January 10, 2005
A competition to build a memorial to
the victims of the commuter train bombings in Madrid last
March 11 has been won by a group of young local architects,
who propose to build a free-form glass cupola beside the Atocha
Railroad Station, where two of the trains exploded. The group,
known as the FAM Studio and composed of architects Esaú
Acosta, Raquel Buj, Pedro Colón de Carvajal, Mauro
Gil-Fournier and Miguel Jaenicke, all aged 26, won the international
competition of ideas over 289 entries and 22 finalists. The
competition was sponsored by the Spanish State and the City
of Madrid. Second and third prizes and two honorable mentions
also went to Spanish architects and designers.
The cupola stands nearly 40-feet high and is engraved with
many of the handwritten testimonials that mourners left at
the station in the weeks following the attack, expressing
solidarity with the victims and denouncing terrorism and violence.

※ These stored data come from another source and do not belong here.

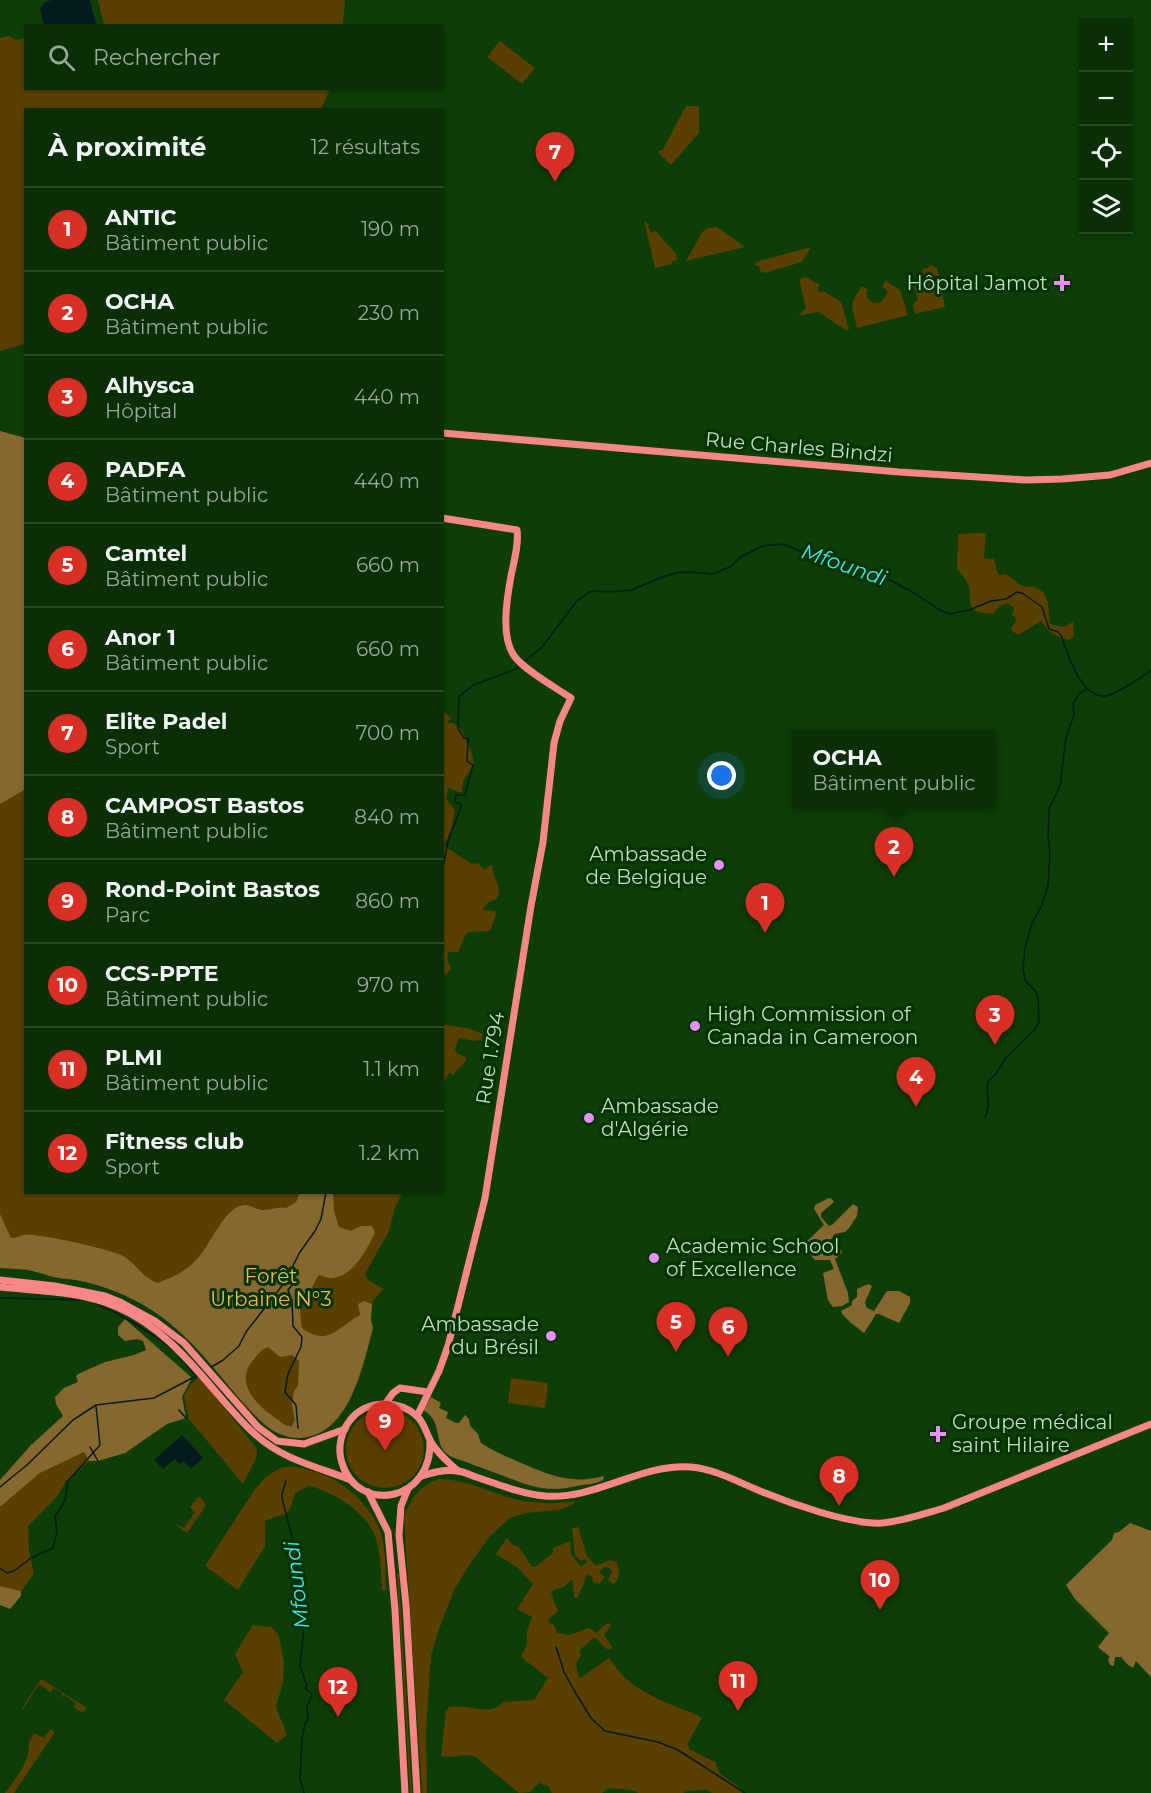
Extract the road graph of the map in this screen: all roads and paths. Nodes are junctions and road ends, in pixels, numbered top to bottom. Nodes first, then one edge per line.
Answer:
1 (444, 433) edge
2 (1151, 464) edge
3 (444, 518) edge
4 (0, 1280) edge
5 (0, 1287) edge
6 (428, 1392) junction
7 (386, 1403) junction
8 (417, 1416) junction
9 (1151, 1424) edge
10 (345, 1429) junction
11 (430, 1440) junction
12 (458, 1471) junction
13 (422, 1476) junction
14 (351, 1480) junction
15 (408, 1489) junction
16 (368, 1492) junction
17 (405, 1793) edge
18 (417, 1793) edge

1 - 2 street, Rue Charles Bindzi
3 - 6 street, Rue 1.794
4 - 10 street
5 - 14 street
6 - 7 street
6 - 8 street, Rue 1.794
7 - 8 street
7 - 10 street
8 - 11 street
9 - 12 street
10 - 14 street
11 - 12 street
11 - 13 street
12 - 13 street
13 - 15 street
14 - 16 street
15 - 16 street
15 - 18 street
16 - 17 street

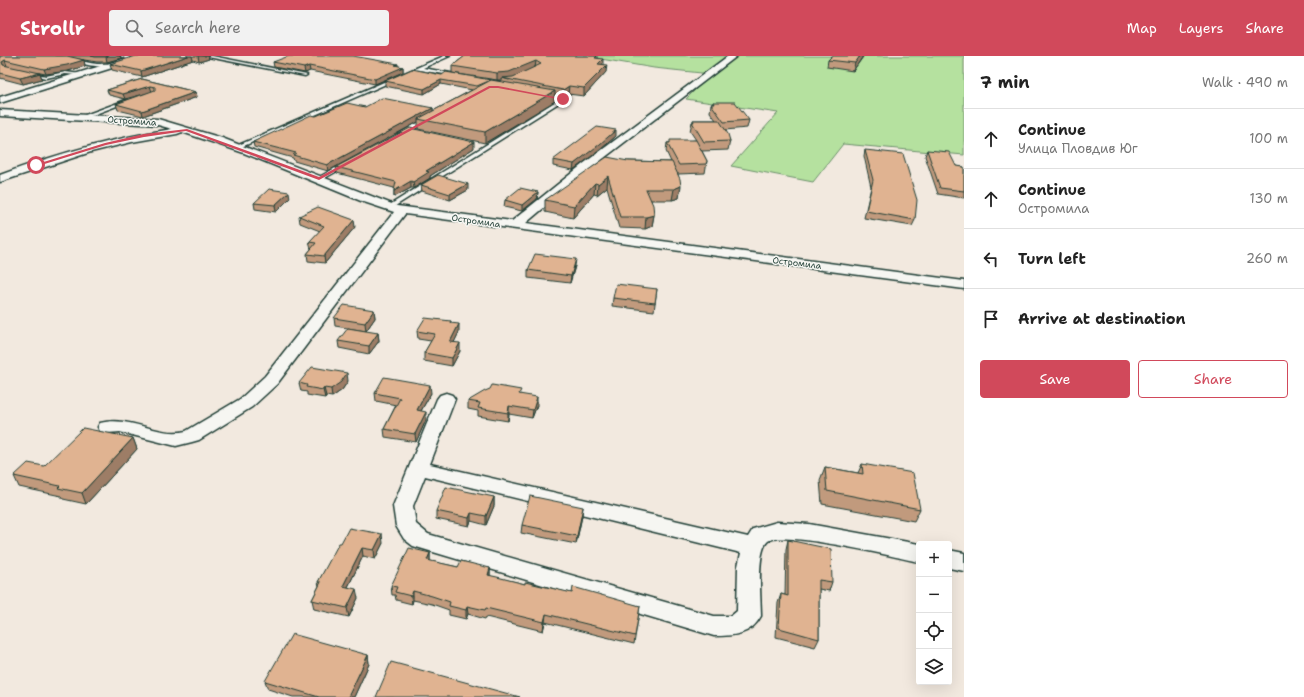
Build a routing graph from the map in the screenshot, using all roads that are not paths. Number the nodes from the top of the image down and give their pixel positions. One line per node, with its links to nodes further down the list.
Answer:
1 (58, 56): 8 (lane)
2 (121, 56): 7 (lane)
3 (141, 56): 7 (street)
4 (205, 56): 12 (lane)
5 (448, 56): 9 (lane)
6 (733, 56): 31 (street)
7 (132, 59): 8 (street)
8 (110, 65): 11 (street)
9 (418, 69): 13 (lane); 26 (lane)
10 (20, 71): 11 (lane)
11 (79, 74): 15 (street)
12 (305, 75)
13 (461, 76)
14 (537, 94): 25 (lane)
15 (0, 100)
16 (134, 100): 19 (lane)
17 (0, 113): 19 (street, Остромила)
18 (436, 116): 21 (lane)
19 (80, 118): 20 (street, Остромила)
20 (187, 130): 26 (street, Остромила); 28 (street)
21 (408, 130): 22 (lane); 23 (lane)
22 (416, 132)
23 (395, 138)
24 (479, 145): 25 (lane)
25 (486, 147): 30 (lane)
26 (237, 148): 29 (street, Остромила)
27 (353, 160): 29 (lane)
28 (0, 179)
29 (319, 179): 30 (street, Остромила)
30 (396, 209): 31 (street, Остромила); 34 (street)
31 (514, 226): 32 (street, Остромила)
32 (964, 285)
33 (446, 399): 35 (street)
34 (107, 427)
35 (419, 468): 36 (street); 36 (street)
36 (753, 547): 37 (street)
37 (916, 552)
38 (952, 560): 39 (street)
39 (964, 562)

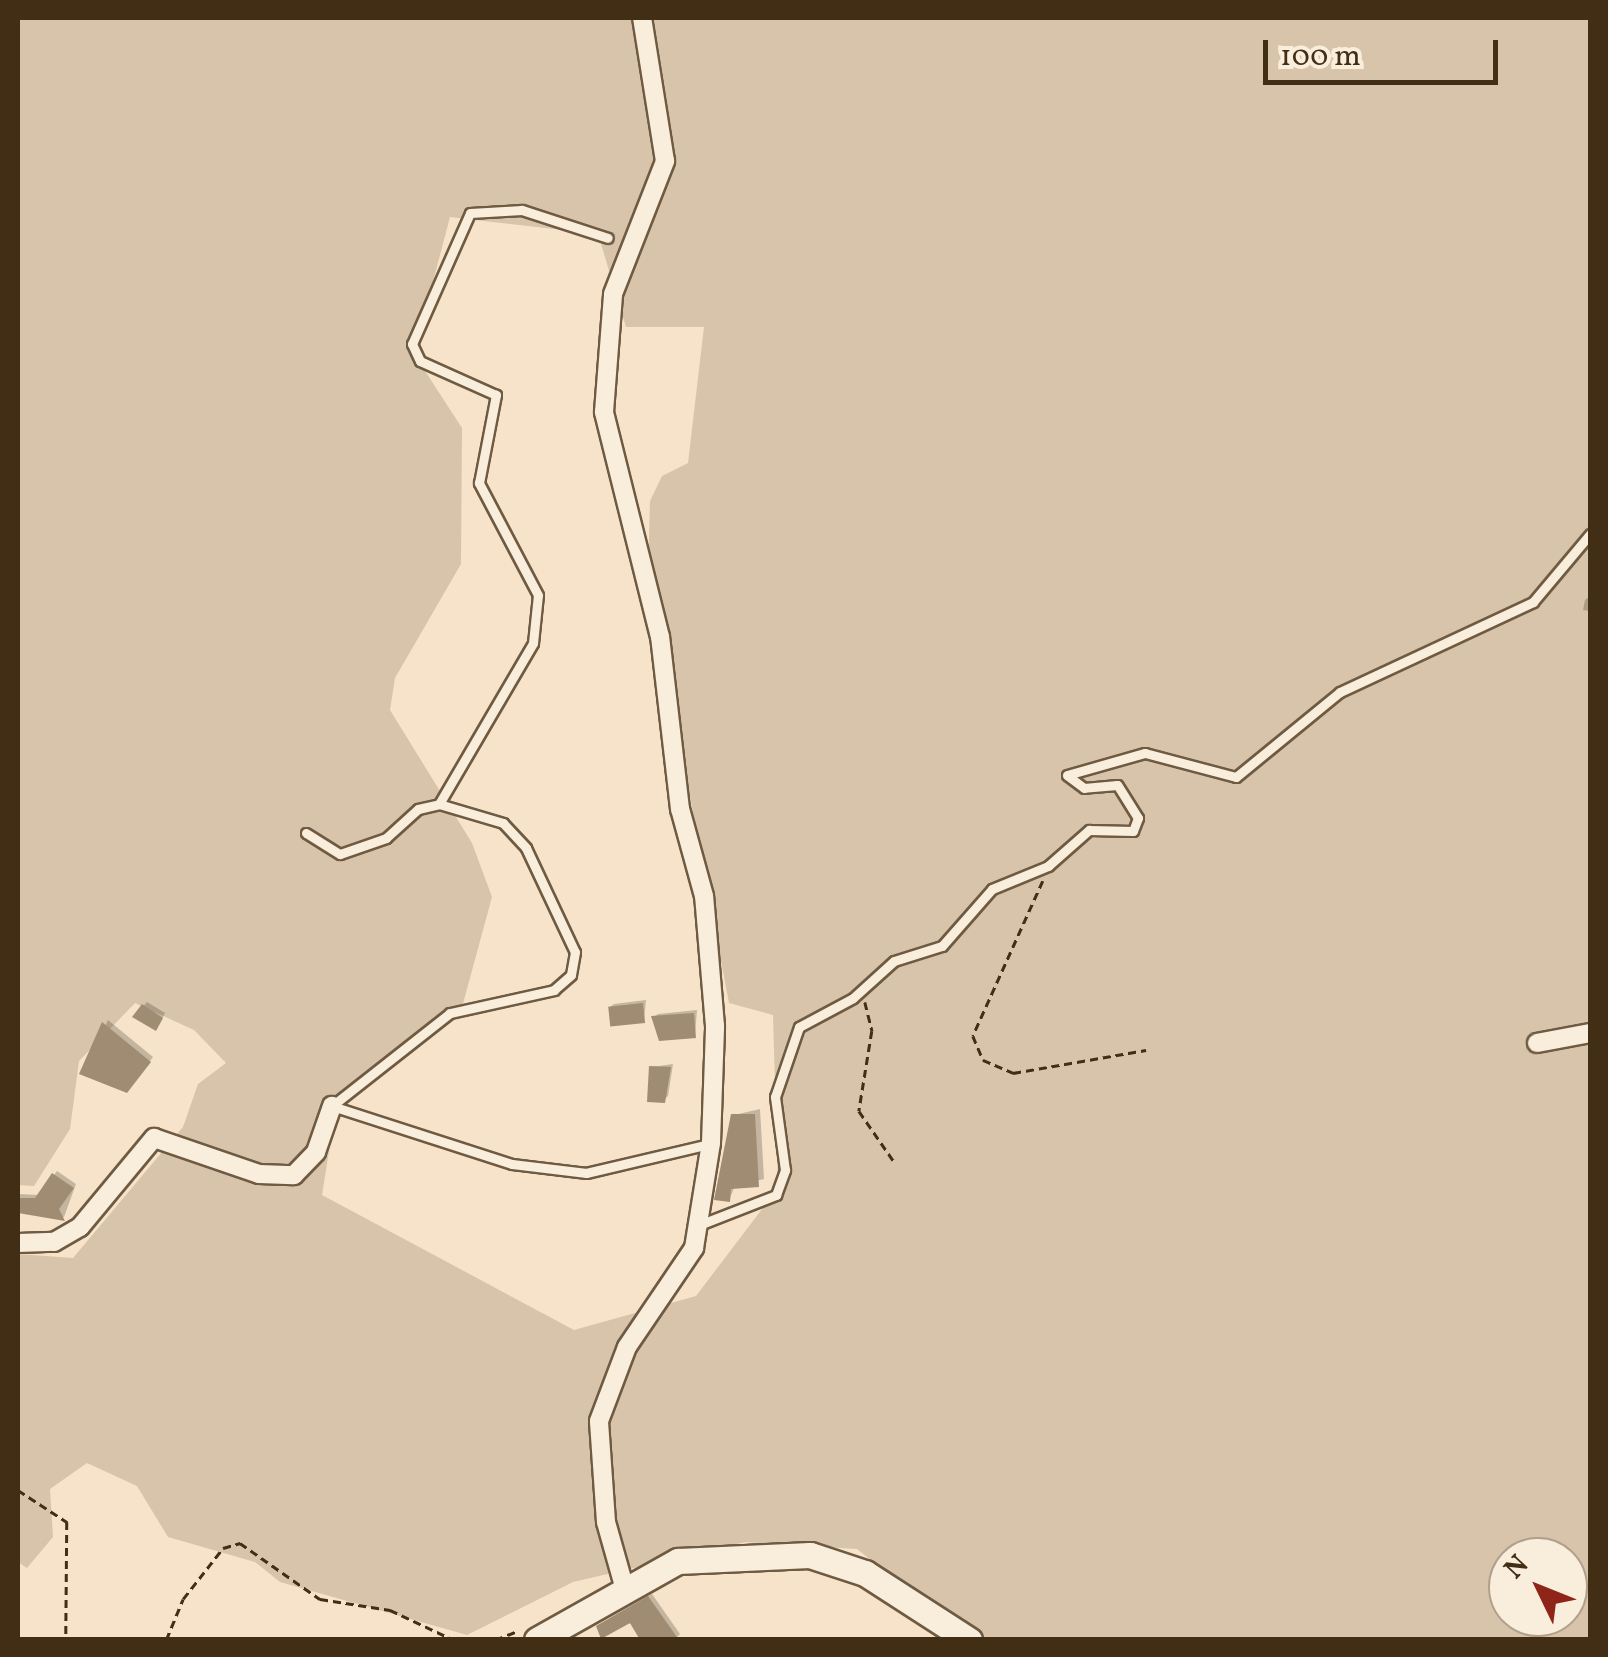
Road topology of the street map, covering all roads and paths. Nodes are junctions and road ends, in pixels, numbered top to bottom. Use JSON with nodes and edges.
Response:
{"nodes":[{"id":1,"x":642,"y":18,"type":"edge"},
{"id":2,"x":608,"y":238,"type":"dead end"},
{"id":3,"x":1590,"y":534,"type":"edge"},
{"id":4,"x":438,"y":804,"type":"junction"},
{"id":5,"x":306,"y":833,"type":"dead end"},
{"id":6,"x":1048,"y":866,"type":"junction"},
{"id":7,"x":862,"y":991,"type":"junction"},
{"id":8,"x":1590,"y":1033,"type":"edge"},
{"id":9,"x":1537,"y":1043,"type":"dead end"},
{"id":10,"x":1146,"y":1050,"type":"dead end"},
{"id":11,"x":332,"y":1106,"type":"junction"},
{"id":12,"x":711,"y":1144,"type":"junction"},
{"id":13,"x":895,"y":1163,"type":"dead end"},
{"id":14,"x":699,"y":1225,"type":"junction"},
{"id":15,"x":18,"y":1243,"type":"edge"},
{"id":16,"x":18,"y":1490,"type":"edge"},
{"id":17,"x":624,"y":1586,"type":"junction"},
{"id":18,"x":66,"y":1640,"type":"edge"},
{"id":19,"x":166,"y":1640,"type":"edge"},
{"id":20,"x":454,"y":1640,"type":"edge"},
{"id":21,"x":538,"y":1640,"type":"edge"},
{"id":22,"x":969,"y":1640,"type":"edge"}],
"edges":[{"from":1,"to":12,"type":"street"},
{"from":2,"to":4,"type":"lane"},
{"from":3,"to":6,"type":"lane"},
{"from":4,"to":5,"type":"lane"},
{"from":4,"to":11,"type":"lane"},
{"from":6,"to":7,"type":"lane"},
{"from":6,"to":10,"type":"path"},
{"from":7,"to":13,"type":"path"},
{"from":7,"to":14,"type":"lane"},
{"from":8,"to":9,"type":"street"},
{"from":11,"to":12,"type":"lane"},
{"from":11,"to":15,"type":"street"},
{"from":12,"to":14,"type":"street"},
{"from":14,"to":17,"type":"street"},
{"from":16,"to":18,"type":"path"},
{"from":17,"to":21,"type":"street"},
{"from":17,"to":22,"type":"street"},
{"from":19,"to":20,"type":"path"}]}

At the request of Spain's Association of Victims of Terrorism,
the architects revised their initial proposal to engrave the
names of the 192 dead in the blasts. The engravings are arranged
so as to be illuminated sequentially by the course of the
sun through the day and the seasons, and will be lit from
within at night.
Details for the project are currently being studied, including
the viability of a below-ground meditation chamber under the
cupola, which will stand in the center of a traffic island
and over a subway station. Madrid Mayor Alberto Ruiz Gallardón
expressed his hope to open the memorial on the first anniversary
of the attack, but stressed that "more important is that
it fully represent the spirit of transcendence we all hope
to achieve with this homage."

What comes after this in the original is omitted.